The most common area of confusion is the 80% breaker rating limit. Some datacenters will only allow you to run continuos duty equipment up to 80% of the breakers amp rating. For example, on a 20amp 120V breaker power feed, that means your limited to 16amps of continuous power draw. These datacenters are following national fire and electrical code standards, and they are operating in a safe environment.

The sad thing is many datacenters do not enforce the 80% rule, and instead allows their users to run all the way to 100% breaker rating of continous draw. In addition to running an unsafe environment, these datacenters further propagate the misnomer of how to effectively run your power environment. When you allow someone to do something that is incorrect, that person assumes it is correct since you let them do it. Time and time again we have seen new customers come into our facility and say, “my previous provider allowed us to do…”. We then have to break down that myth and explain that what they were doing was unsafe and a code violation.

Why is it dangerous to exceed 80% breaker rating?

Lets start with the obvious. First, your more likely to trip your breaker. Second, your more likely to degrade the lifetime of the breaker causing it to fail or false trip. And more importantly, you run the risk of an electrical fire. NEC standards for wire sizing are based on 80% limits as well, so if you run 100% breaker rating power through those wires 24×7, the wires will overheat. Over time, the excess heat can cause the jacket to degrade and eventually fail, causing a bare wire scenario which could trigger an electrical fire.

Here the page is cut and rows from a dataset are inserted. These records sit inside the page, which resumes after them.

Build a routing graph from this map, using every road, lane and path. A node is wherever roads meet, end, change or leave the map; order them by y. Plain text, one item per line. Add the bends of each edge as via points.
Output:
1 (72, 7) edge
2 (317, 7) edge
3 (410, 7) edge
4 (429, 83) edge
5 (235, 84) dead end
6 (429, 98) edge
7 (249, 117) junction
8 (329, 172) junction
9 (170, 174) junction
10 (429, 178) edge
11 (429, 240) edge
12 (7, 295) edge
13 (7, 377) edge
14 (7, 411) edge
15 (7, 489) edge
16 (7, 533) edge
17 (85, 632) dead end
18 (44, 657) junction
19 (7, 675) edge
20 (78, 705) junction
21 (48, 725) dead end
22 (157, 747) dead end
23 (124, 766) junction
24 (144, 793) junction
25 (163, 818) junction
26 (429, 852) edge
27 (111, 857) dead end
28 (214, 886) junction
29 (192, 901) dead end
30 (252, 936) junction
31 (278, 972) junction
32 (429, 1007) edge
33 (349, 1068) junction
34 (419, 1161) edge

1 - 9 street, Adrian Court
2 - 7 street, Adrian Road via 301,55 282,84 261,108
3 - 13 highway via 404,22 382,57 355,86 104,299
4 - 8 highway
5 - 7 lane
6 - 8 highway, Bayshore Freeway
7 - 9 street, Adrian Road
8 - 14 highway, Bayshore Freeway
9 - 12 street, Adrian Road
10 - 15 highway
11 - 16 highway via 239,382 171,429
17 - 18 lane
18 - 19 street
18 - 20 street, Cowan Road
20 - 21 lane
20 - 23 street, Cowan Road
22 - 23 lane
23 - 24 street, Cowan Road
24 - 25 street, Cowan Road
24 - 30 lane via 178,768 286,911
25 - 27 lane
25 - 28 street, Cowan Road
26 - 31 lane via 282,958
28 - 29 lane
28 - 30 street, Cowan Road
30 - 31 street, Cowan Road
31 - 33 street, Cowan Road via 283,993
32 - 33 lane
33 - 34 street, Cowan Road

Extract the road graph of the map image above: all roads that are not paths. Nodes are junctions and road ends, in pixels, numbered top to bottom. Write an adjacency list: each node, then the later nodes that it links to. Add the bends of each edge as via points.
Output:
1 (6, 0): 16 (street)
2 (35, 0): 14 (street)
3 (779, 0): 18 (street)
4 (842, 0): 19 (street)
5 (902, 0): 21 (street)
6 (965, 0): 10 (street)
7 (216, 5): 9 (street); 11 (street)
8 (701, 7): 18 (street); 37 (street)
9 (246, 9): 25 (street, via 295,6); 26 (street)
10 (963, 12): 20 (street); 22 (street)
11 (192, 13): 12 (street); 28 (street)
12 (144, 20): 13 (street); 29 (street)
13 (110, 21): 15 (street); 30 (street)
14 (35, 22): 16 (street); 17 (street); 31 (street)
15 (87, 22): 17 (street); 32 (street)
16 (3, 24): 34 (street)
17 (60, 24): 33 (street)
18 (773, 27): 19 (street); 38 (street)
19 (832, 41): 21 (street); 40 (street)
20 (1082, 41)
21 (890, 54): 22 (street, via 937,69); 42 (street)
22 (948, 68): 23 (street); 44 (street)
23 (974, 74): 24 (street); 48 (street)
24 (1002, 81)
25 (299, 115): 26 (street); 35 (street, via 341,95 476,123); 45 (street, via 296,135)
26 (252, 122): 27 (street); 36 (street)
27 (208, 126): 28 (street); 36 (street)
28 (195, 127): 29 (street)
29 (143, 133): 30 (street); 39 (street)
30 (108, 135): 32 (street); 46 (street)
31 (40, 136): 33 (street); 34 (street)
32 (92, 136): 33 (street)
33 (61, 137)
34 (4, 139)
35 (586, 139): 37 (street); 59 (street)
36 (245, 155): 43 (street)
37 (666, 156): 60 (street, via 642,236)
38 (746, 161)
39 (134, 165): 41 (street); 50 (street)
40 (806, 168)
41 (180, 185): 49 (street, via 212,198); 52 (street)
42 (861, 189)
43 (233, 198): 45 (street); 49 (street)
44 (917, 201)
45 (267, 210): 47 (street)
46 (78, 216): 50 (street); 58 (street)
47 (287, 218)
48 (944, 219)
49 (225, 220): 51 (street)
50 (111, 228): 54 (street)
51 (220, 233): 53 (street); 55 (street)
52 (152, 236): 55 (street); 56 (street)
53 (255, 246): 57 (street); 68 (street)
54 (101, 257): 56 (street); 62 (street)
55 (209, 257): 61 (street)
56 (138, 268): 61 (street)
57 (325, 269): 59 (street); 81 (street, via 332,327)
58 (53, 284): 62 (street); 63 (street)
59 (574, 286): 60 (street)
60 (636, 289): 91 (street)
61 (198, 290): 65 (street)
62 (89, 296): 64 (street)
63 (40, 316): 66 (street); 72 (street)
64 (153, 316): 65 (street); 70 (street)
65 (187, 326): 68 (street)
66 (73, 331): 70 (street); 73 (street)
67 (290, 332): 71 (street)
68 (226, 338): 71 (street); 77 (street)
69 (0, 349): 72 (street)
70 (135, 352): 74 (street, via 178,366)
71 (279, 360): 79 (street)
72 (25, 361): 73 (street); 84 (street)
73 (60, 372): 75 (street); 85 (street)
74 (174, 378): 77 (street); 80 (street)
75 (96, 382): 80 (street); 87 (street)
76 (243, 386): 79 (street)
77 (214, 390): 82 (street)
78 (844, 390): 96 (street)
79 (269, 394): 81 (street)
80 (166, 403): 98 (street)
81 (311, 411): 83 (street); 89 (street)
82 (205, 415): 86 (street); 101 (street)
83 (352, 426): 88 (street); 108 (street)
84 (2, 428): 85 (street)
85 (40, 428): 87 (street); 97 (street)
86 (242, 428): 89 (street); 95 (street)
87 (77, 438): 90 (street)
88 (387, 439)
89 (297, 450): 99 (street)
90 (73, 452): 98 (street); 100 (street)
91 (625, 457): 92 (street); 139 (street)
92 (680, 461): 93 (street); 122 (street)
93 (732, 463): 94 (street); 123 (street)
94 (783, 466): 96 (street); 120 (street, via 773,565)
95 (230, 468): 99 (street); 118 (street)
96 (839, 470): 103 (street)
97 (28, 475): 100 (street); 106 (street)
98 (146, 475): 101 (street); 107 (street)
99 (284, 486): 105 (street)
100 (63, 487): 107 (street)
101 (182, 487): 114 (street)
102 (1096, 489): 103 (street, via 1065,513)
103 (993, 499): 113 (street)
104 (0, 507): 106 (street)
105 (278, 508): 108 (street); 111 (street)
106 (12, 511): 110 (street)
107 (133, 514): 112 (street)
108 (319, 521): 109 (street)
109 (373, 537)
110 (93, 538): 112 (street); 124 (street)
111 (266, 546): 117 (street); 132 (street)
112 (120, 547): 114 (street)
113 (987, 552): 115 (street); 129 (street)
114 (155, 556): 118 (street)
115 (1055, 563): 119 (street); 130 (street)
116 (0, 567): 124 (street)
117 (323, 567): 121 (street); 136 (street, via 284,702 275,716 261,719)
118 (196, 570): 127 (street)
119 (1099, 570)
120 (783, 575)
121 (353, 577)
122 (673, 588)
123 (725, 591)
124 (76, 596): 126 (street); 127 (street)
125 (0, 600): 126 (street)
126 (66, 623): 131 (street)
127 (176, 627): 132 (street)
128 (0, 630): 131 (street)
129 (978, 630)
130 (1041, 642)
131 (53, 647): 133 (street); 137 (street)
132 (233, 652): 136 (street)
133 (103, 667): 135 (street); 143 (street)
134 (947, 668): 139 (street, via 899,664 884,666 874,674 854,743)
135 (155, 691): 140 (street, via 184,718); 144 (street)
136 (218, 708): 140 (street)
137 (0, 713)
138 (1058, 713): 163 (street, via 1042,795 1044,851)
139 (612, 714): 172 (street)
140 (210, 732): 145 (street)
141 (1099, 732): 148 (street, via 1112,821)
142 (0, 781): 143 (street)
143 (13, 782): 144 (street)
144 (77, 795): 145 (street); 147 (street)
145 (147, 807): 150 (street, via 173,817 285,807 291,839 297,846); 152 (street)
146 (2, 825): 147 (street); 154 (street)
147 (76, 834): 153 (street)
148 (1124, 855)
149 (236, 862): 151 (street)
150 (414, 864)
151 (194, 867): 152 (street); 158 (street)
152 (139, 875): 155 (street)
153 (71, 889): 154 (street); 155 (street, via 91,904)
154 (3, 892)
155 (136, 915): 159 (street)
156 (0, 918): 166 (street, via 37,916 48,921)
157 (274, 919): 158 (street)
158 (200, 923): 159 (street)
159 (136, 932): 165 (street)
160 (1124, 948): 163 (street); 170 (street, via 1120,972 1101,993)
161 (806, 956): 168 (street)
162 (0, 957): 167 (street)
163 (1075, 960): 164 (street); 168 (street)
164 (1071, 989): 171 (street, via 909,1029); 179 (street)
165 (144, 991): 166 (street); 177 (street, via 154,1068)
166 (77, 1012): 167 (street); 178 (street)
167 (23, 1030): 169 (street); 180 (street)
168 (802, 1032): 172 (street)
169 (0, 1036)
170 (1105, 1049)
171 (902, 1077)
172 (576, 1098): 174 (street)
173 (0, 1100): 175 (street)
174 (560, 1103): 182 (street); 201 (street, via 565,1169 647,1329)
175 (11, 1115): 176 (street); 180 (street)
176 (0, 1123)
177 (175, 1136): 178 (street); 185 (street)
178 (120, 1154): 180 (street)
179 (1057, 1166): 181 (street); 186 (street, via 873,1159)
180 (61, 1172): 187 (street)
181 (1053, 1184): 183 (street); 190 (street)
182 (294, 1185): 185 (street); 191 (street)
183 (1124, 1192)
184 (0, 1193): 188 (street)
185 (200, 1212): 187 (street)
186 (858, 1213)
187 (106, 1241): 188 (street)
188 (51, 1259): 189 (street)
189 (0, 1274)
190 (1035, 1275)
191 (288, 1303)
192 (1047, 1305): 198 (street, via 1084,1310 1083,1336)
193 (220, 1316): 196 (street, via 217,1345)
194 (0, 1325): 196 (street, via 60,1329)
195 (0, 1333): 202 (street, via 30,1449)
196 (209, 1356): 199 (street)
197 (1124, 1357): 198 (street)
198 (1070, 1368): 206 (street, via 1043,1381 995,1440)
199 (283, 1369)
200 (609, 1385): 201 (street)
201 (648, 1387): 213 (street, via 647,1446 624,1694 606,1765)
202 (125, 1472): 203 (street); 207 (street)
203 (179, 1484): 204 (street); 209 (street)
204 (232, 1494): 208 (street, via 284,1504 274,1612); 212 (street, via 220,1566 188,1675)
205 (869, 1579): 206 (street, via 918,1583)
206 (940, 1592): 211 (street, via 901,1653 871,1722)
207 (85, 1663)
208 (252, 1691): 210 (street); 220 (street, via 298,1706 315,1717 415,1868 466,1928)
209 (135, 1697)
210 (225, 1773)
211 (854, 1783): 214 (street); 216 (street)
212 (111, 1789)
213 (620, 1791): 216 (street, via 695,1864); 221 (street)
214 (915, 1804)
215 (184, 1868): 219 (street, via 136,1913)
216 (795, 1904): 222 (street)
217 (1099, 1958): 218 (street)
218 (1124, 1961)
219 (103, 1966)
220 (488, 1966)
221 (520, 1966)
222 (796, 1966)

Additional concerns involve the slow degradation of your power system as a whole, including your UPS, invertors, and transformers. All electrical equipment is designed by the manufacturerto not exceed 80% max rating for more then 3 hours. If you do exceed the limit, you violate the warranty and run the gear in a fashion that it was not designed for.

Why would a datacenter violate the 80% power rule?

There are many reasons. One is money. By allowing customers to pull a few extra amps, they can get a bit more business since their offering will appear cheaper. Another reason is they lack the ability to monitor power usage. A more serious reason, though, is there is a lack of communication between sales people, customer service, and operations. The operations people may know its wrong, but the sales people dont, and they allow it to occur. Its not caught due to the communication breakdown.

What does this all mean?

Simple. Stay away from datacenters that dont enforce 80% breaker limits when looking for a colocation provider. If they dont, they run an unsafe environment. By itself, it may not seem like a big deal, but that environment usually will fail to meet other criteria of a quality provider. In some ways, the handling of power infrastructure is a litmus test for quality datacenter operations as a whole. If the operations group of a datacenter provider has a very good handling of power, more often then not, they have a good handle on everything else!